Your goal: Please show every line in the entries below that includes the word "list".

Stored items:
■ ■ ■ ■ ■ ■ ■

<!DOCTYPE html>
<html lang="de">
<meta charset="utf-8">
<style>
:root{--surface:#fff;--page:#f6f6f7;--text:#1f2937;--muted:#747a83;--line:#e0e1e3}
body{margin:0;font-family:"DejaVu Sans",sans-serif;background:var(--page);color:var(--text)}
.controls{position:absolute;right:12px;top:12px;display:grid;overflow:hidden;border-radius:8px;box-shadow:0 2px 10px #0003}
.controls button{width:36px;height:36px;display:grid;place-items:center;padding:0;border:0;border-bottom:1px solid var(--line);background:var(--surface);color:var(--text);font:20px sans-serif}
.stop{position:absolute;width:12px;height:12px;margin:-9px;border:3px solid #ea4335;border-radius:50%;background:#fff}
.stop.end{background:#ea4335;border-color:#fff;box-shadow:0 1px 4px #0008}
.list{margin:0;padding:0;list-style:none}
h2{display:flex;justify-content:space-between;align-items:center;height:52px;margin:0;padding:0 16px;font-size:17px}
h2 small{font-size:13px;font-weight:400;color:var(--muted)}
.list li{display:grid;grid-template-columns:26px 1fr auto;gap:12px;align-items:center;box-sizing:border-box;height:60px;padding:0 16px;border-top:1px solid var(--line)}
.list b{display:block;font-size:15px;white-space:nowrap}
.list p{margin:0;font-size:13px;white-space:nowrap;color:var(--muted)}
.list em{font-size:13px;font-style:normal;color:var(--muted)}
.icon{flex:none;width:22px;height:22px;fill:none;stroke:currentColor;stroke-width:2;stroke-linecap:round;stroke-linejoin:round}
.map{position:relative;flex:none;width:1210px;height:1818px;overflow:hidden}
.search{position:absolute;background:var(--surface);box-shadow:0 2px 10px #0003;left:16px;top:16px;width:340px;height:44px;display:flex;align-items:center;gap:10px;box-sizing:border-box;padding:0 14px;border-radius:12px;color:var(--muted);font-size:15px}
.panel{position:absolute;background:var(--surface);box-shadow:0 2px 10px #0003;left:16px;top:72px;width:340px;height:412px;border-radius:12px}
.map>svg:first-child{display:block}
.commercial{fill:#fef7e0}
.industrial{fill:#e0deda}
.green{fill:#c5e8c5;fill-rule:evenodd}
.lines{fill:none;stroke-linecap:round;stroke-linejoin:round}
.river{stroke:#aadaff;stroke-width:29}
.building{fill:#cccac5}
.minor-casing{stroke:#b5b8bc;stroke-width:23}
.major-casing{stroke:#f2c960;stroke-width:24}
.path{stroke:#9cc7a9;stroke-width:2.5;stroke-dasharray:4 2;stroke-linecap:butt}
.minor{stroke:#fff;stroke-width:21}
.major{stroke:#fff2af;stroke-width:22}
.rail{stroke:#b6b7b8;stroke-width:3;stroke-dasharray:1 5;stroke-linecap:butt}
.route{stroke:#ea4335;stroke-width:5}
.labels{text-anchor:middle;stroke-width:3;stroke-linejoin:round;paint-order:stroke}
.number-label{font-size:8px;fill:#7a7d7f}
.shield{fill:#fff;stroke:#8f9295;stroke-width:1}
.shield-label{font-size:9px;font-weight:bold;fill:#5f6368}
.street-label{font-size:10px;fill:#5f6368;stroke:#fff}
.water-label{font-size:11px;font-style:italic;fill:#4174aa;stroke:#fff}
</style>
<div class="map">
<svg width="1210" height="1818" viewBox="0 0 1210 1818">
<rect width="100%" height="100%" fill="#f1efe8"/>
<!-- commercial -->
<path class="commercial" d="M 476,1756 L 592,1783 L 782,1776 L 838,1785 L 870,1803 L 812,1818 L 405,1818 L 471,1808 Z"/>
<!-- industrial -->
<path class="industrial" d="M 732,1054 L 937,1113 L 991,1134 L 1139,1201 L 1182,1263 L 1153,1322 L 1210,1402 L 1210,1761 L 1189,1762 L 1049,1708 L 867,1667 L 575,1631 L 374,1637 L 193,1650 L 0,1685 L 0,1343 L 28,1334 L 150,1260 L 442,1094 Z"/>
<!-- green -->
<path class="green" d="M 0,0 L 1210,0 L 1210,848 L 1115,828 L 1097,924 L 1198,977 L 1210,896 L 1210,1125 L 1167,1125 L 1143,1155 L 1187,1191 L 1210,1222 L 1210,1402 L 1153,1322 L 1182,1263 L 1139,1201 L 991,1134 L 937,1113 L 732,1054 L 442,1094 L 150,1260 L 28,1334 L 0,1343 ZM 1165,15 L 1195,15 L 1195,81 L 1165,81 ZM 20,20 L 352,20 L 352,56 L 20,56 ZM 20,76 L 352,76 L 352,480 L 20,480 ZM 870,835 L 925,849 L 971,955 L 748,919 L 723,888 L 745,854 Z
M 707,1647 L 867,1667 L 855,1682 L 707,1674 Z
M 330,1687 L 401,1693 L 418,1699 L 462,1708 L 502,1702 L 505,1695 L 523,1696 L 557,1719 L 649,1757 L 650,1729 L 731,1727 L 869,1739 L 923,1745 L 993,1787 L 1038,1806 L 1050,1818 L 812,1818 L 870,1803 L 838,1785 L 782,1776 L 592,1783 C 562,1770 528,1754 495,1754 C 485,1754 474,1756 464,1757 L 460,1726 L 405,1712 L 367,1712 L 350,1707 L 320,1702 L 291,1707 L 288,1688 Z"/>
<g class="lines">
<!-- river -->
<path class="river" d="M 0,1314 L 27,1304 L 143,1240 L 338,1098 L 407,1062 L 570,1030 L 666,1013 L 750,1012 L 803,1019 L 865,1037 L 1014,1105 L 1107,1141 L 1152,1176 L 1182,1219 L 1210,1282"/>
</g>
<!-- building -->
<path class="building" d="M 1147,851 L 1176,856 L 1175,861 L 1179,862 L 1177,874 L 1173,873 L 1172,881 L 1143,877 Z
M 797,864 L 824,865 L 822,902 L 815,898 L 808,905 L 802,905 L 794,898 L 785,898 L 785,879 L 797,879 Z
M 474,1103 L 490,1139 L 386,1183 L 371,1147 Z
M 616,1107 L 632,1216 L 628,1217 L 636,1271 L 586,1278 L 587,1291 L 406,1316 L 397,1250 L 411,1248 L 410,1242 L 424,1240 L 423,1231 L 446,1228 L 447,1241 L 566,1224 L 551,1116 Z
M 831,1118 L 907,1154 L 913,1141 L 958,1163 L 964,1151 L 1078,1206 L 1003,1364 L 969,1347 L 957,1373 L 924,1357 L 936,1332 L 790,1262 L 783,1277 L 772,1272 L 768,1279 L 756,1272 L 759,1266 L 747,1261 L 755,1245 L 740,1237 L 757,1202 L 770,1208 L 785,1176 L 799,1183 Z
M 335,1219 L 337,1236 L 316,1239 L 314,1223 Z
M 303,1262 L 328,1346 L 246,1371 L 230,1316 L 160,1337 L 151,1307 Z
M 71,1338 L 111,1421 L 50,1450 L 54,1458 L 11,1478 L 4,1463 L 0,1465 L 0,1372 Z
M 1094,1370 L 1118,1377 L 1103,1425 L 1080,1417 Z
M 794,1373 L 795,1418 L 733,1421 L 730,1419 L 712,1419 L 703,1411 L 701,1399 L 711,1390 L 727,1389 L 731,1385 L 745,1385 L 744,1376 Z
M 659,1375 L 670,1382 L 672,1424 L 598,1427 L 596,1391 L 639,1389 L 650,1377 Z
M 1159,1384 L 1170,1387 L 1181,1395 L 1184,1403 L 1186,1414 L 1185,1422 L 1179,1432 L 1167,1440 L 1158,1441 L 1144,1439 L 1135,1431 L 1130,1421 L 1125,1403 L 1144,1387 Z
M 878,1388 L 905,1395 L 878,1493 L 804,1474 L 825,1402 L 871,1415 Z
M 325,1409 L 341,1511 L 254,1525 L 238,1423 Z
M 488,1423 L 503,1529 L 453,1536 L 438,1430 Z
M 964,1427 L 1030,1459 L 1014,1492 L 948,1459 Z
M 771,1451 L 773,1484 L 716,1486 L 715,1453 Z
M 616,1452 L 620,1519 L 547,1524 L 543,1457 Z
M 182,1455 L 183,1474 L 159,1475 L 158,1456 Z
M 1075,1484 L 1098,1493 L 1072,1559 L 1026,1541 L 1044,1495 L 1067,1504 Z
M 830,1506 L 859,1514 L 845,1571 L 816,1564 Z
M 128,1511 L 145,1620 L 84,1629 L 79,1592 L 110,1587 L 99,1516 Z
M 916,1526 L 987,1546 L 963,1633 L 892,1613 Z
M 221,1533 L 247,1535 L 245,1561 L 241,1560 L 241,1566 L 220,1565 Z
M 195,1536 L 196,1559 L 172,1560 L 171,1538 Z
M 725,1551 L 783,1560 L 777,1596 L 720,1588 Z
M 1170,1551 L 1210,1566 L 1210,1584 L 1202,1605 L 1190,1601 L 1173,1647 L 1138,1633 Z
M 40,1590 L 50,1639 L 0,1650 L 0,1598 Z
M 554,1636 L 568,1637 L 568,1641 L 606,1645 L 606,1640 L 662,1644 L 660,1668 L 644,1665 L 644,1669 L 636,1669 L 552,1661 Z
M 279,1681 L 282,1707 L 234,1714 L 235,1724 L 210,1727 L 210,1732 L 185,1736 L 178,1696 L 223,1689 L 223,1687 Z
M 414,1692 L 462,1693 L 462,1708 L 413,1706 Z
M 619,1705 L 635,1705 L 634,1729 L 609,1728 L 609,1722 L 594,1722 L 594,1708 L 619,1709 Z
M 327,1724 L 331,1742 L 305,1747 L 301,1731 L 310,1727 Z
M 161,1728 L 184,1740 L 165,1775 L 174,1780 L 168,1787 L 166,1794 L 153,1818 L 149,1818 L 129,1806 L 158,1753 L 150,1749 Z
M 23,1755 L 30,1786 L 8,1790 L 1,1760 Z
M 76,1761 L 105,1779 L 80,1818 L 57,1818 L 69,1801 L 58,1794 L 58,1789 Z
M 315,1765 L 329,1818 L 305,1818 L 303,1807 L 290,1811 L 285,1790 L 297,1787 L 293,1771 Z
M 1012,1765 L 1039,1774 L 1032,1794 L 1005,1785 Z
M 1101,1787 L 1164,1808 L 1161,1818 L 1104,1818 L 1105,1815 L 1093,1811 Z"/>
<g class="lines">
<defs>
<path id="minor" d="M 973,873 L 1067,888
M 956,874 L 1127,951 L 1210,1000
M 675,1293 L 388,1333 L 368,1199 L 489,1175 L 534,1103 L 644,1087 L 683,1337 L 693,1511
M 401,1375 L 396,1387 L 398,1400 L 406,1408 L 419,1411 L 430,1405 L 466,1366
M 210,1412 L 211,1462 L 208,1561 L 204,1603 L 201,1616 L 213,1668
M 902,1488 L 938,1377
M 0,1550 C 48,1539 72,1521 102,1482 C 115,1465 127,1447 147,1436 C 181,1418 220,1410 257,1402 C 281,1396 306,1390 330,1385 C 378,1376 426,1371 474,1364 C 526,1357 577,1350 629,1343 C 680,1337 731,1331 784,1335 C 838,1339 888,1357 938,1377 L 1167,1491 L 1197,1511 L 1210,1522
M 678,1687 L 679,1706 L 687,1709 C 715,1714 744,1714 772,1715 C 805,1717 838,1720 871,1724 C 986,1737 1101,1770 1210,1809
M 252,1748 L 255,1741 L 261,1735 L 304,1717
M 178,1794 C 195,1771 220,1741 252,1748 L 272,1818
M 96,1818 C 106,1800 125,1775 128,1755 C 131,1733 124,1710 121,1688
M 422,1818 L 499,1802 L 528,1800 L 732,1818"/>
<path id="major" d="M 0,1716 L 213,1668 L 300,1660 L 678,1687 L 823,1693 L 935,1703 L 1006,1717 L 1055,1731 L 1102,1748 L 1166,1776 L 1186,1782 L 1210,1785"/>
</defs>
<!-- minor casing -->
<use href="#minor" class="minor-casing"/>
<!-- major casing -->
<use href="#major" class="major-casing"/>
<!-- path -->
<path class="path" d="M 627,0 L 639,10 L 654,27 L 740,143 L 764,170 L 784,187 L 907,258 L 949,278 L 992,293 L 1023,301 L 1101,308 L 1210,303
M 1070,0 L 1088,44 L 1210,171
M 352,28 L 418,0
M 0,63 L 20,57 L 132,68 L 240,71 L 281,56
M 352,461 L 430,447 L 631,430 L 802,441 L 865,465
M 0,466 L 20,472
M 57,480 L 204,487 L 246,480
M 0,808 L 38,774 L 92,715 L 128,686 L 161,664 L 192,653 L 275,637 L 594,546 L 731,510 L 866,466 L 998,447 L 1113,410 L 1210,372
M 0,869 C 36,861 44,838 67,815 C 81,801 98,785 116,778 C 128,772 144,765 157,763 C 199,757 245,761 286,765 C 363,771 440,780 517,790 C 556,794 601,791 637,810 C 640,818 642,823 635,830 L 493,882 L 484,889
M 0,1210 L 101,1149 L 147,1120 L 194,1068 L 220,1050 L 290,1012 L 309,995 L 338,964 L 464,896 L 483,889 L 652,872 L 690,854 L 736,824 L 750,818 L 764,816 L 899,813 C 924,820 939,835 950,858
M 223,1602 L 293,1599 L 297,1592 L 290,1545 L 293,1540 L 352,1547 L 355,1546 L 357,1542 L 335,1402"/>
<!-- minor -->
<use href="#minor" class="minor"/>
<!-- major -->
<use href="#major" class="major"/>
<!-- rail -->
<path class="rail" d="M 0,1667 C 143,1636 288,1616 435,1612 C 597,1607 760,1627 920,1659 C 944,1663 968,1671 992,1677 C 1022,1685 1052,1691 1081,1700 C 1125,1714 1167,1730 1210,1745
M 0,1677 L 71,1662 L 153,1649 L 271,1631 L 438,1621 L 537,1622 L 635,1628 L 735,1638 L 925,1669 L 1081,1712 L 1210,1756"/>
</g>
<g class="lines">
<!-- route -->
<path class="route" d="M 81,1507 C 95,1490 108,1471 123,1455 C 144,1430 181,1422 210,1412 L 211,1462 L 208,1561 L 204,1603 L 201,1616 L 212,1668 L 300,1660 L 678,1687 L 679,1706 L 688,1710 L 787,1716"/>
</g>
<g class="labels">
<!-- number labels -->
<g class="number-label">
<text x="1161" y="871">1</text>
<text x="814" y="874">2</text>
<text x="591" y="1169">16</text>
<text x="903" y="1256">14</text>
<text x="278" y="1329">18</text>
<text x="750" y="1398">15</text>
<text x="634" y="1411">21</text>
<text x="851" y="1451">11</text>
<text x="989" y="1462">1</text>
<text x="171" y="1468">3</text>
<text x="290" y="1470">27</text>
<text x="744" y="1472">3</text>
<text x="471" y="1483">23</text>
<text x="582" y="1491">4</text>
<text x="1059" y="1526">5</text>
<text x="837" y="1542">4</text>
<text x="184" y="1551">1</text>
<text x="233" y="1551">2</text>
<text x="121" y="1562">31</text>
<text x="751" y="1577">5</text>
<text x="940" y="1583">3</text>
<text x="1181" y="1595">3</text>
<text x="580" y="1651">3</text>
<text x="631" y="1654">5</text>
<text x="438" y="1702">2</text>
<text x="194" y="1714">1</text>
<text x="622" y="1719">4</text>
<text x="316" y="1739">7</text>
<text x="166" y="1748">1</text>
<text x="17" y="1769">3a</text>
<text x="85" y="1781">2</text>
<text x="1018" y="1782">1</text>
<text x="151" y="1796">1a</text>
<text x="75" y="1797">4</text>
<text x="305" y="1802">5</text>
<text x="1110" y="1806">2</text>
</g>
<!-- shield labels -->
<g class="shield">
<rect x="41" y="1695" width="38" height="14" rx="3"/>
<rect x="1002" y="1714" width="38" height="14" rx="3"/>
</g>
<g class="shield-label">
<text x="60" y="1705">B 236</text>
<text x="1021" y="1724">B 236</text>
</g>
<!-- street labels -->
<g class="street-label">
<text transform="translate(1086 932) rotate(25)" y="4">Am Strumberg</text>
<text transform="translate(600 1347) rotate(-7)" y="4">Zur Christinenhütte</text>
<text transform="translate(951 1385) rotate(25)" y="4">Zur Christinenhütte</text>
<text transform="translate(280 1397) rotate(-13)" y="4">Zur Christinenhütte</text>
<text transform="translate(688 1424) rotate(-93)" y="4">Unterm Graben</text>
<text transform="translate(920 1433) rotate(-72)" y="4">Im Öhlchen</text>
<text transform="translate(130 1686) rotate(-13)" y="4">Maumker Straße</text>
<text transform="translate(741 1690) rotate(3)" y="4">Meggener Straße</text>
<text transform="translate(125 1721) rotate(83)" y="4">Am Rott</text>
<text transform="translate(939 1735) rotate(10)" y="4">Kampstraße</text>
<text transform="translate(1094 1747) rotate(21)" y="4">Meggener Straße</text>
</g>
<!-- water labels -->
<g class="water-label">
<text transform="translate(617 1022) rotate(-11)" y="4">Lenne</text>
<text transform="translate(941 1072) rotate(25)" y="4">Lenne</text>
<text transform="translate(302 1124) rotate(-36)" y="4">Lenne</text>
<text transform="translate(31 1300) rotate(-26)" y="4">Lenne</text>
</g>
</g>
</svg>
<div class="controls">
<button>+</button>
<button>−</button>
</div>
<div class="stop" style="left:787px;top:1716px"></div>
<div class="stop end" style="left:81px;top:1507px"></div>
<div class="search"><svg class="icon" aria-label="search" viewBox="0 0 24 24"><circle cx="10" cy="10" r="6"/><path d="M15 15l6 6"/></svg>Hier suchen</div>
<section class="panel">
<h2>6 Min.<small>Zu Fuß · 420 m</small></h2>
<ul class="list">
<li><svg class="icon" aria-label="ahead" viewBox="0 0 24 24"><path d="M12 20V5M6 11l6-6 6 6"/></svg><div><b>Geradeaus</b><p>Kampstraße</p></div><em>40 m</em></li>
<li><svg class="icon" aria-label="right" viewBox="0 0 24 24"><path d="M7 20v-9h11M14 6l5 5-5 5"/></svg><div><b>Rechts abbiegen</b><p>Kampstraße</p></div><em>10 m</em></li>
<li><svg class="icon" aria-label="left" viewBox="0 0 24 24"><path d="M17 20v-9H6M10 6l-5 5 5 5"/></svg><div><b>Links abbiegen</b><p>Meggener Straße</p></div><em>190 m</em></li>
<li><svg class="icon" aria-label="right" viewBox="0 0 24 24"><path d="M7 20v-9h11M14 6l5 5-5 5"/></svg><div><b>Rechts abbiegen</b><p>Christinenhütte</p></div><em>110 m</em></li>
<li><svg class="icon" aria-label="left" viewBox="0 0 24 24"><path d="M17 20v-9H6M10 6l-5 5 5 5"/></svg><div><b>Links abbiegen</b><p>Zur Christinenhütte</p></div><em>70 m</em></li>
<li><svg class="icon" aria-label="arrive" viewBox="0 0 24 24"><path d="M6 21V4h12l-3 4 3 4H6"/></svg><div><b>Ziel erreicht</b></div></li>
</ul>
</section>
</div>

■ ■ ■ ■ ■ ■ ■

Task solution:
.list{margin:0;padding:0;list-style:none}
.list li{display:grid;grid-template-columns:26px 1fr auto;gap:12px;align-items:center;box-sizing:border-box;height:60px;padding:0 16px;border-top:1px solid var(--line)}
.list b{display:block;font-size:15px;white-space:nowrap}
.list p{margin:0;font-size:13px;white-space:nowrap;color:var(--muted)}
.list em{font-size:13px;font-style:normal;color:var(--muted)}
<ul class="list">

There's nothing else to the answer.